As an approach to therapy, REBT is a method that veers away from traditional therapy in numerous ways. First, REBT does not attempt to solve the patients’ problems as its main focus, but rather to change the way the patient thinks about them. Based on the idea that people are not affected by events themselves, but by the way they perceive them, REBT strives to change dysfunctional ways of perception.
REBT has been shown to be quite effective as a psychotherapy model, and as an aid to learning and cognition with populations of various age groups and ethnicities. As such, it eliminates a very common criticism of psychotherapy – the frequent failure of the patient to translate the insights gained in therapy to his or her every day life. (Khurgin-Bott and Farber p.335)

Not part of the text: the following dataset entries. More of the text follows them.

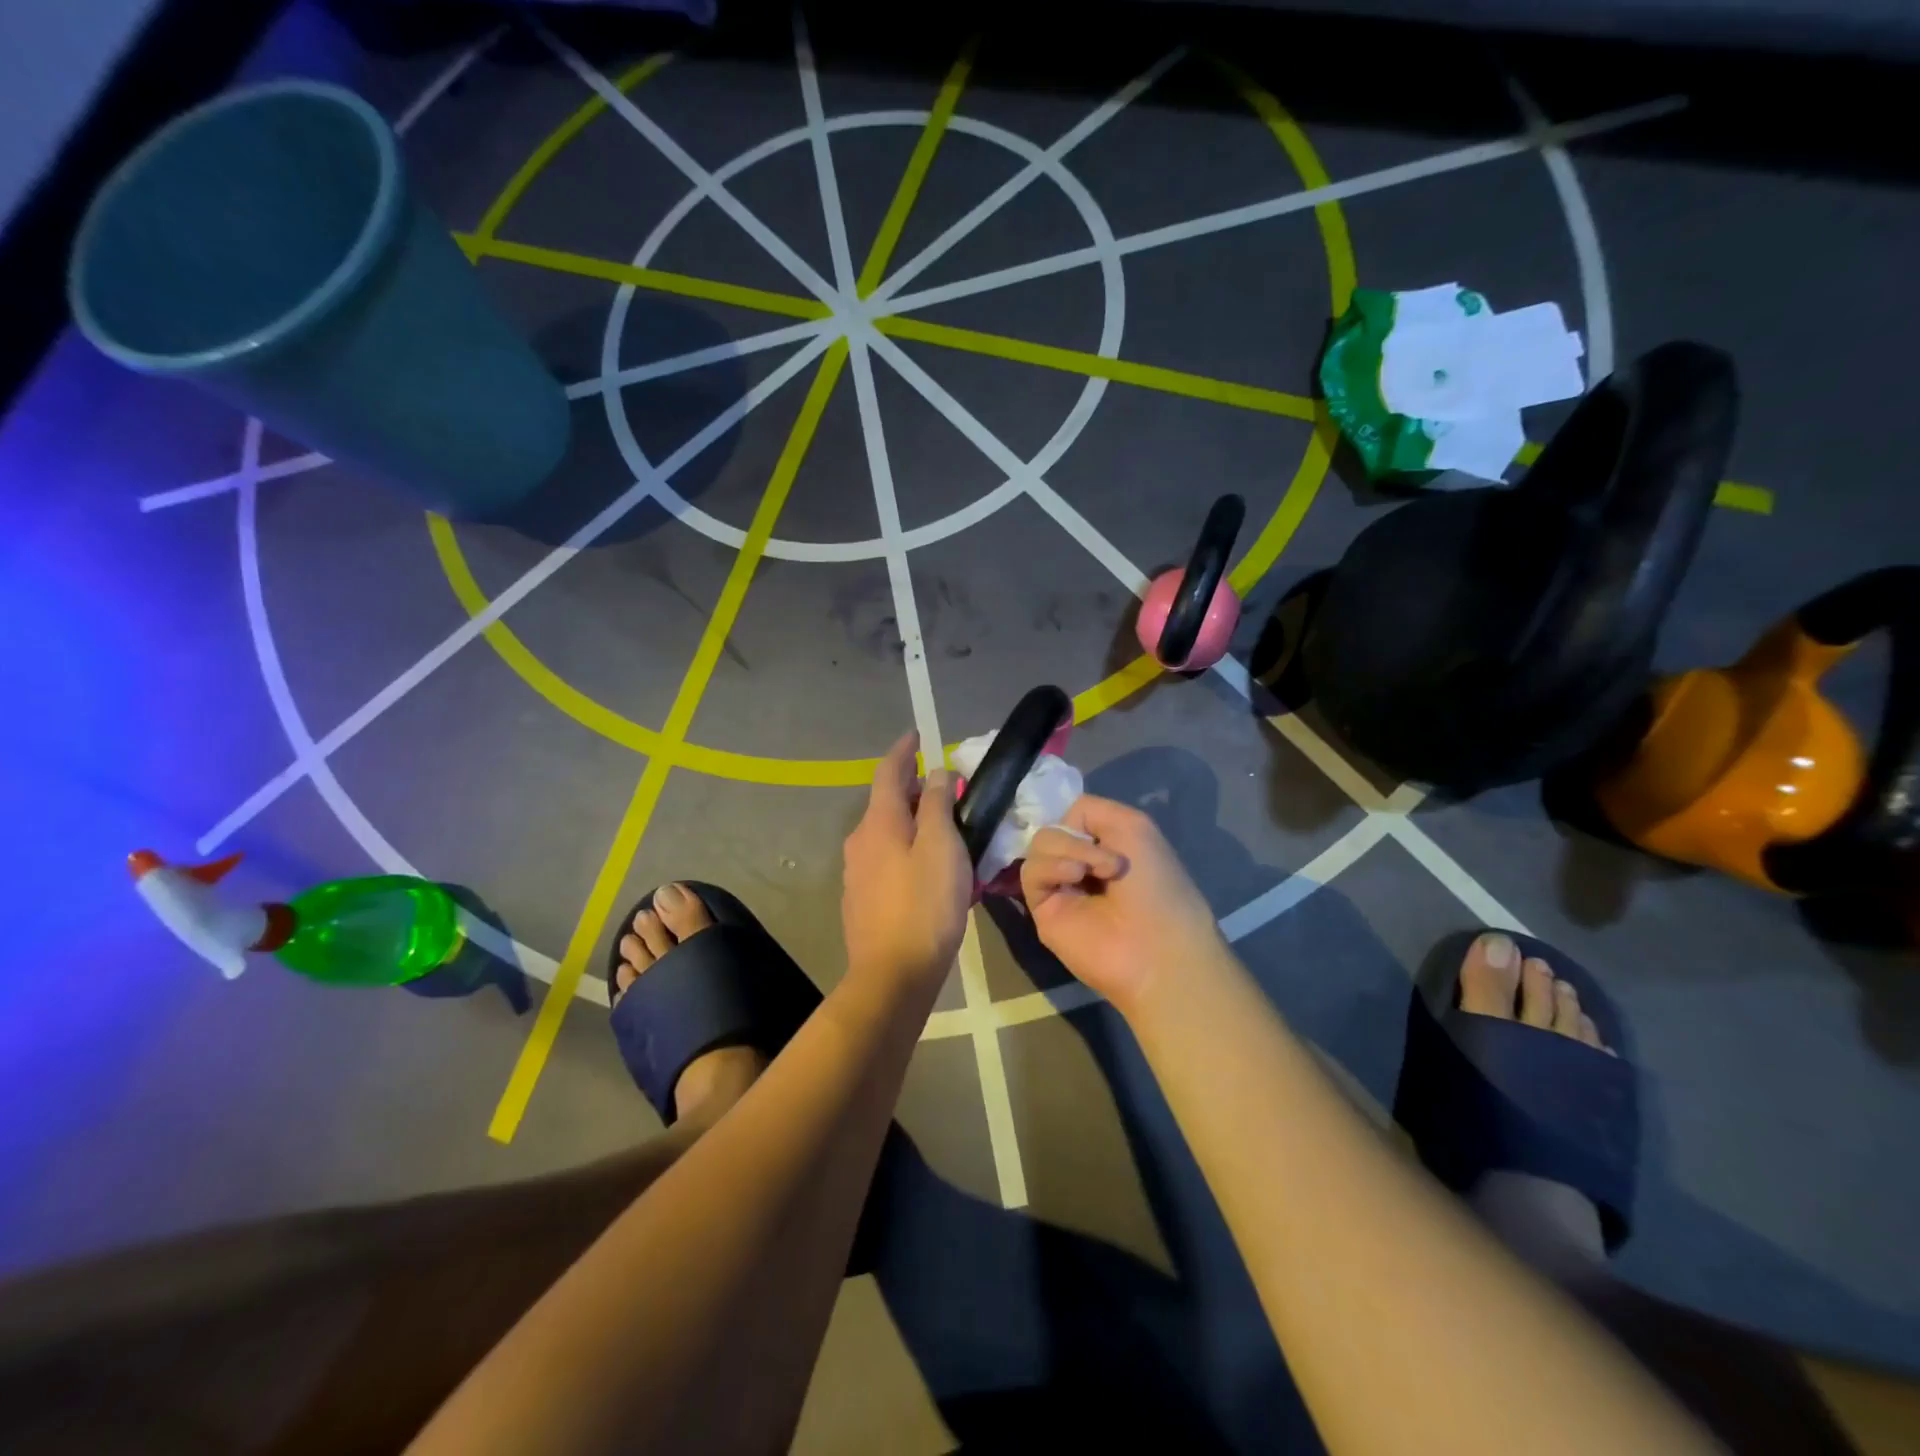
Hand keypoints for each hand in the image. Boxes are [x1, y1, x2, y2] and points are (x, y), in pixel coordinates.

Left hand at [841, 732, 972, 993]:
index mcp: (879, 822)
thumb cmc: (925, 905)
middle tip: (945, 787)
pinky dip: (907, 848)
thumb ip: (939, 805)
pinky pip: (887, 858)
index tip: (916, 735)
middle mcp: (860, 840)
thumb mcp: (942, 847)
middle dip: (913, 788)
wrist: (893, 974)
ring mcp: (857, 871)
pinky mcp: (862, 898)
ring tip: (944, 826)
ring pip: (887, 832)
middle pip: (887, 802)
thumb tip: (936, 773)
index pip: (888, 772)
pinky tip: (928, 866)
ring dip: (912, 821)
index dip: (903, 750)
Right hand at [1021, 795, 1225, 1016]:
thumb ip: (1090, 809)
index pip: (1071, 815)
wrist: (1155, 946)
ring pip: (1039, 845)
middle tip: (1109, 863)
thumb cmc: (1156, 884)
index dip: (1078, 817)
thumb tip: (1062, 826)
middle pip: (1052, 828)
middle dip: (1077, 837)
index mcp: (1106, 845)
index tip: (1104, 830)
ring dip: (1069, 850)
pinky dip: (1052, 867)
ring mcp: (1061, 886)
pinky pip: (1031, 872)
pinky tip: (1075, 877)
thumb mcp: (1134, 825)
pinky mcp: (1042, 909)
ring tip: (1093, 872)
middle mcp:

Some of the limitations of the current studies of REBT’s effectiveness include: the lack of understanding of some of the social-psychological systems underlying social interactions and how social bonds are formed (Conway, et. al.), the numerous predicting factors in personality development that may not be affected by learning or thought processes (Wright et. al.), and the fact that some studies employed results from either volunteers, or participants who were not in therapy or seeking therapy, possibly producing different results than they would had they used a randomly selected sample of therapy participants (Shumway and Waldo).
Overall, though more research would be useful on the exact mechanisms of REBT’s effectiveness, this method seems to produce real, long-lasting results in therapy participants, who report greater levels of the sense of well-being and better health long after participating in REBT.